Gesture-Driven DDSP Synthesis for Digitizing the Chinese Erhu

Wenqi WU; Hanyu QU

Gesture-Driven DDSP Synthesis for Digitizing the Chinese Erhu
Image credit: Wenqi WU; Hanyu QU
  • Format: oral
  • Session: papers-5
  • Presence: in person
  • Duration: 10
  • Type: medium

Abstract:

This paper presents a gesture-controlled digital Erhu system that merges traditional Chinese instrumental techniques with contemporary machine learning and interactive technologies. By leveraging the Erhu’s expressive techniques, we develop a dual-hand spatial interaction framework using real-time gesture tracking. Hand movement data is mapped to sound synthesis parameters to control pitch, timbre, and dynamics, while a differentiable digital signal processing (DDSP) model, trained on a custom Erhu dataset, transforms basic waveforms into authentic timbre which remians sincere to the instrument’s nuanced articulations.
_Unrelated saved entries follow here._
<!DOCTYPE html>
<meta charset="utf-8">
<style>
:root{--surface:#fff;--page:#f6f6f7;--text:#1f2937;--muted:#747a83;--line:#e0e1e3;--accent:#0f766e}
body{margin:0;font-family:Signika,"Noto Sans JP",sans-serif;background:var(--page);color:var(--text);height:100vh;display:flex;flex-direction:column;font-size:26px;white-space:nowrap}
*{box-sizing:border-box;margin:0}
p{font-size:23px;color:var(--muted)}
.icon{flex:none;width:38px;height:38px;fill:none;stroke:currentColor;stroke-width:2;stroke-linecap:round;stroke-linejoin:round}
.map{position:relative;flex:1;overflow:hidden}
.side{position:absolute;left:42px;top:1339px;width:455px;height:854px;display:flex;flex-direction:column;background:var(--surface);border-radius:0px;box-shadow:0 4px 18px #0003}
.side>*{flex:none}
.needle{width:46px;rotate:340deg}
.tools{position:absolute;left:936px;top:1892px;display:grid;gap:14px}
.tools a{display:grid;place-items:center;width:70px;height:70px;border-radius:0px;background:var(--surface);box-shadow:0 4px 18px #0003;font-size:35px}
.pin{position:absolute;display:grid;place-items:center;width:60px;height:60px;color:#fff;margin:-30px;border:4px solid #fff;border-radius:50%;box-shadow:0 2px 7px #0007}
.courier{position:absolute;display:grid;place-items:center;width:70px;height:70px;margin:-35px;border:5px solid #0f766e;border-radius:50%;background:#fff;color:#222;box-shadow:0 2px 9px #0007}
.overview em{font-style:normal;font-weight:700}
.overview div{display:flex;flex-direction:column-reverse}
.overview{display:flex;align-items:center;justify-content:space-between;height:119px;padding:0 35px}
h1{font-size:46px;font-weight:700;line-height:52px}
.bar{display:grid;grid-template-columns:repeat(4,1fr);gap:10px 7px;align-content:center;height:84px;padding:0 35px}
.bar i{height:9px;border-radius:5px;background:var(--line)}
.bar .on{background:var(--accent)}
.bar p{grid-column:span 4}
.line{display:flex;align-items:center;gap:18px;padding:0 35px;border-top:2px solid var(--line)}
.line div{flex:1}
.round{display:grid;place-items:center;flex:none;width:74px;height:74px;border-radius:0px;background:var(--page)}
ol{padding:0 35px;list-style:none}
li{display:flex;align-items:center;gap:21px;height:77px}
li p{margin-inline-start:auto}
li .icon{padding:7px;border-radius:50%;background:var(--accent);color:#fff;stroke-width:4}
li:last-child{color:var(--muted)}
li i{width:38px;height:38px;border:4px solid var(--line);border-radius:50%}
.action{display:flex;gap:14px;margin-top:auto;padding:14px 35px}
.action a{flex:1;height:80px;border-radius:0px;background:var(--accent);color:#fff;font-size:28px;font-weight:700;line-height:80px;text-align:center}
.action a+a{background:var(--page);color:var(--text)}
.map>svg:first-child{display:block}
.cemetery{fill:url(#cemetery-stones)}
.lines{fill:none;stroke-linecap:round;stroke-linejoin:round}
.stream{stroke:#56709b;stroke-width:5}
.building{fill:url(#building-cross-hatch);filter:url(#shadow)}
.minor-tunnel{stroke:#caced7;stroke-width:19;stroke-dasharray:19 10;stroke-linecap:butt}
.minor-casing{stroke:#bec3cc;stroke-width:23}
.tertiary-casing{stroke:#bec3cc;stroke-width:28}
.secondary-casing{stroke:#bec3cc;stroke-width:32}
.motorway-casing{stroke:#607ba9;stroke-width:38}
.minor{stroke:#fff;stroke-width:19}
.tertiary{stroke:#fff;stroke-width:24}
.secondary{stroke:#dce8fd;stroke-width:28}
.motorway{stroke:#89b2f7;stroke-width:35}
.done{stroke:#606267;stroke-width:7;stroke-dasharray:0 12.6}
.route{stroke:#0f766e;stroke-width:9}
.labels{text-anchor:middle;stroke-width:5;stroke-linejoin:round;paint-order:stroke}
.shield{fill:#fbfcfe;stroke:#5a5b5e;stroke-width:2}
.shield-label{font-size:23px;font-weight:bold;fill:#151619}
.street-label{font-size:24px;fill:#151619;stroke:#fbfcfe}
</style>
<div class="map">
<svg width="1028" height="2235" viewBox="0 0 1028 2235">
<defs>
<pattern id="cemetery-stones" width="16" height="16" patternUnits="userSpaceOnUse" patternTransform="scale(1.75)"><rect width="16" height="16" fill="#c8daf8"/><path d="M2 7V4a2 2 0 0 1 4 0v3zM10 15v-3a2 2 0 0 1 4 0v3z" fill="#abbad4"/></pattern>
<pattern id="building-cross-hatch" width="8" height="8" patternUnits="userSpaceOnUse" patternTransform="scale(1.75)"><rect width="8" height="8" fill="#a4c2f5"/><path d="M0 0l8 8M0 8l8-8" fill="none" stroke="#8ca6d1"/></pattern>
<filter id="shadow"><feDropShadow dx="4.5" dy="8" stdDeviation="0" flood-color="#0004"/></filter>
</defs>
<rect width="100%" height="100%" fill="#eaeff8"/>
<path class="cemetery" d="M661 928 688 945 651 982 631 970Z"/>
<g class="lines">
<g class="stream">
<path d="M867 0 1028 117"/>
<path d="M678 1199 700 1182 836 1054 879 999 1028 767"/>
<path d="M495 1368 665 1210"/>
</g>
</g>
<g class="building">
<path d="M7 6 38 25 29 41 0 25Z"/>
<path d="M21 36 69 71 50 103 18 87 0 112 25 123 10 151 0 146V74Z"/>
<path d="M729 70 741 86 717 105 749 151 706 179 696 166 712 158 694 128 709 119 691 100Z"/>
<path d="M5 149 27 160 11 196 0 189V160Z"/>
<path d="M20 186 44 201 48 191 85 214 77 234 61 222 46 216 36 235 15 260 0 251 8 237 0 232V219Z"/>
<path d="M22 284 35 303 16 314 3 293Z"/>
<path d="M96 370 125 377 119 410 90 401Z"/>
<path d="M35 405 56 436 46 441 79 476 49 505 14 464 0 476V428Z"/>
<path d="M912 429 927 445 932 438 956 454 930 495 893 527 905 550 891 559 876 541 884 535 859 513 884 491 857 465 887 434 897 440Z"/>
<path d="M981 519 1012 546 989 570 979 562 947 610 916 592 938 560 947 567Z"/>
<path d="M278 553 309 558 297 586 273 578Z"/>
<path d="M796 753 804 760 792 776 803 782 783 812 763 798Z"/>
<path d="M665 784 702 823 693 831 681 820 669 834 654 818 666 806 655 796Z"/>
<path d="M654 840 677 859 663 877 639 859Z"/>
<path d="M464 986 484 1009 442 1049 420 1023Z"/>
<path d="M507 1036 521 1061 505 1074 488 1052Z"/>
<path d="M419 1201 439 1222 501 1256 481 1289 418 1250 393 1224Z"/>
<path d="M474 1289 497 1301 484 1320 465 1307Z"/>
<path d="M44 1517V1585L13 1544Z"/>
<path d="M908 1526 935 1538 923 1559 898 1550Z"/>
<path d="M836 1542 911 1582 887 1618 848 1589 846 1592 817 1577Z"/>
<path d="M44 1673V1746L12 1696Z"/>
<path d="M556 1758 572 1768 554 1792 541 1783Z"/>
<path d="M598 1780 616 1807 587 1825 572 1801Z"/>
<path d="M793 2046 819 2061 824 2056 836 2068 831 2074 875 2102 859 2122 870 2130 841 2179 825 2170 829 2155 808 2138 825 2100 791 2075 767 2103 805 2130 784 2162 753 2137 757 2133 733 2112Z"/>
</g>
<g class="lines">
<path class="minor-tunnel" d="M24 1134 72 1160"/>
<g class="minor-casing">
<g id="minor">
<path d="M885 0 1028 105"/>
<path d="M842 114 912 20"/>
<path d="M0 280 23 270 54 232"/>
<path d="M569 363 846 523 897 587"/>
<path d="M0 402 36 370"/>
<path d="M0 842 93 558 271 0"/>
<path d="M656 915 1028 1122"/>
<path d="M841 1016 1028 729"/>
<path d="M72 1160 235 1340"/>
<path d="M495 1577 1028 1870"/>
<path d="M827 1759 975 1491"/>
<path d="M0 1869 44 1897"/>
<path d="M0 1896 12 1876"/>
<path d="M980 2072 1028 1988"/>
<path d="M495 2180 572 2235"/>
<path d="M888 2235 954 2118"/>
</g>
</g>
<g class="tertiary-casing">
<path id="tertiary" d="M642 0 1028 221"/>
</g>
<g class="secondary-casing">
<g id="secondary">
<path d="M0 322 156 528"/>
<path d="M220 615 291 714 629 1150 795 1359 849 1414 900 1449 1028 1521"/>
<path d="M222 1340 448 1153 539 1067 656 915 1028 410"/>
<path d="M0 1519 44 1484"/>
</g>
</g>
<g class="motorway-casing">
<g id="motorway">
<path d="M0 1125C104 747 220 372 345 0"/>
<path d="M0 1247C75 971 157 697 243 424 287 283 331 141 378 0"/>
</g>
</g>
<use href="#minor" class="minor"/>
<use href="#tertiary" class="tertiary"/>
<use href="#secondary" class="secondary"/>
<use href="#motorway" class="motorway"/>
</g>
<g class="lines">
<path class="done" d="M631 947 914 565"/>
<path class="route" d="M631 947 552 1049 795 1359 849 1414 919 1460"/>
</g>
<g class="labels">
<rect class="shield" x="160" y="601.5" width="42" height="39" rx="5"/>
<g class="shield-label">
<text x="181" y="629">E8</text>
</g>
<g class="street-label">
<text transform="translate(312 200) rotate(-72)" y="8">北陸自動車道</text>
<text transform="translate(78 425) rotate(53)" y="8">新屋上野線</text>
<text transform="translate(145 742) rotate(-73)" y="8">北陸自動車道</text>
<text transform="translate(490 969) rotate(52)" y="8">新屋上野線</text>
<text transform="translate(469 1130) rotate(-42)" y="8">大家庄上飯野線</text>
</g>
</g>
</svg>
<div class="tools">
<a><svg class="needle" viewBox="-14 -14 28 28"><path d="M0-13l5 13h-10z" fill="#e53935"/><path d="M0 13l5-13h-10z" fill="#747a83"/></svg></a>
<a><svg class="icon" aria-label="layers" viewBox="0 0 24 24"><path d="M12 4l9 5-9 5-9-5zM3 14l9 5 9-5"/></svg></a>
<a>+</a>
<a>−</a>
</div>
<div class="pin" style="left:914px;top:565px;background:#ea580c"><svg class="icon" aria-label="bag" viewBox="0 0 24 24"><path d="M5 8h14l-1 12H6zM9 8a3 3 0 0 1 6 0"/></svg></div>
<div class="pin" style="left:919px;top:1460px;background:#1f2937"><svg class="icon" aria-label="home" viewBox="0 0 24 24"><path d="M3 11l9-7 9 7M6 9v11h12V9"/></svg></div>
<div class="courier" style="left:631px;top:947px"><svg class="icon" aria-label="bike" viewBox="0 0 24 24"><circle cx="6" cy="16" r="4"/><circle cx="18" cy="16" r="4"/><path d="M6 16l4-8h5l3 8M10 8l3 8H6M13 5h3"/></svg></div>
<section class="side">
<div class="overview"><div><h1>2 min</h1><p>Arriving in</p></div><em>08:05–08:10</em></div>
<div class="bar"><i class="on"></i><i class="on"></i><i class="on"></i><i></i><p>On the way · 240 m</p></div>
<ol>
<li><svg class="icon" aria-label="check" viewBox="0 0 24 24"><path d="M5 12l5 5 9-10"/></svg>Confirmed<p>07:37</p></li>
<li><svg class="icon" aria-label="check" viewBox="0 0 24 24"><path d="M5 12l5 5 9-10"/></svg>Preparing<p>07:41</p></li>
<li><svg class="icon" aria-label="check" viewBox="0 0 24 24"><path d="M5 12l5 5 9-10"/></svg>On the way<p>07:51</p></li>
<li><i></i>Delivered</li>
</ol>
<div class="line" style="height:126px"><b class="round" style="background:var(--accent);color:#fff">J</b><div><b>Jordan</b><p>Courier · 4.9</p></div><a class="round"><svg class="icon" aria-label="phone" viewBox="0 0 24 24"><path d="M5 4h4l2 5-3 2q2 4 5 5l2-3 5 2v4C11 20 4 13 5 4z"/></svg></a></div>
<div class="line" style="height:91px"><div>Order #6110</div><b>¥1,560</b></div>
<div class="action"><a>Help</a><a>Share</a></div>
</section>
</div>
The system bridges traditional musical aesthetics with digital interactivity, emulating Erhu bowing dynamics and expressive techniques through embodied interaction. The study contributes a novel framework for digitizing Erhu performance practices, explores methods to align culturally informed gestures with DDSP-based synthesis, and offers insights into preserving traditional instruments within digital music interfaces.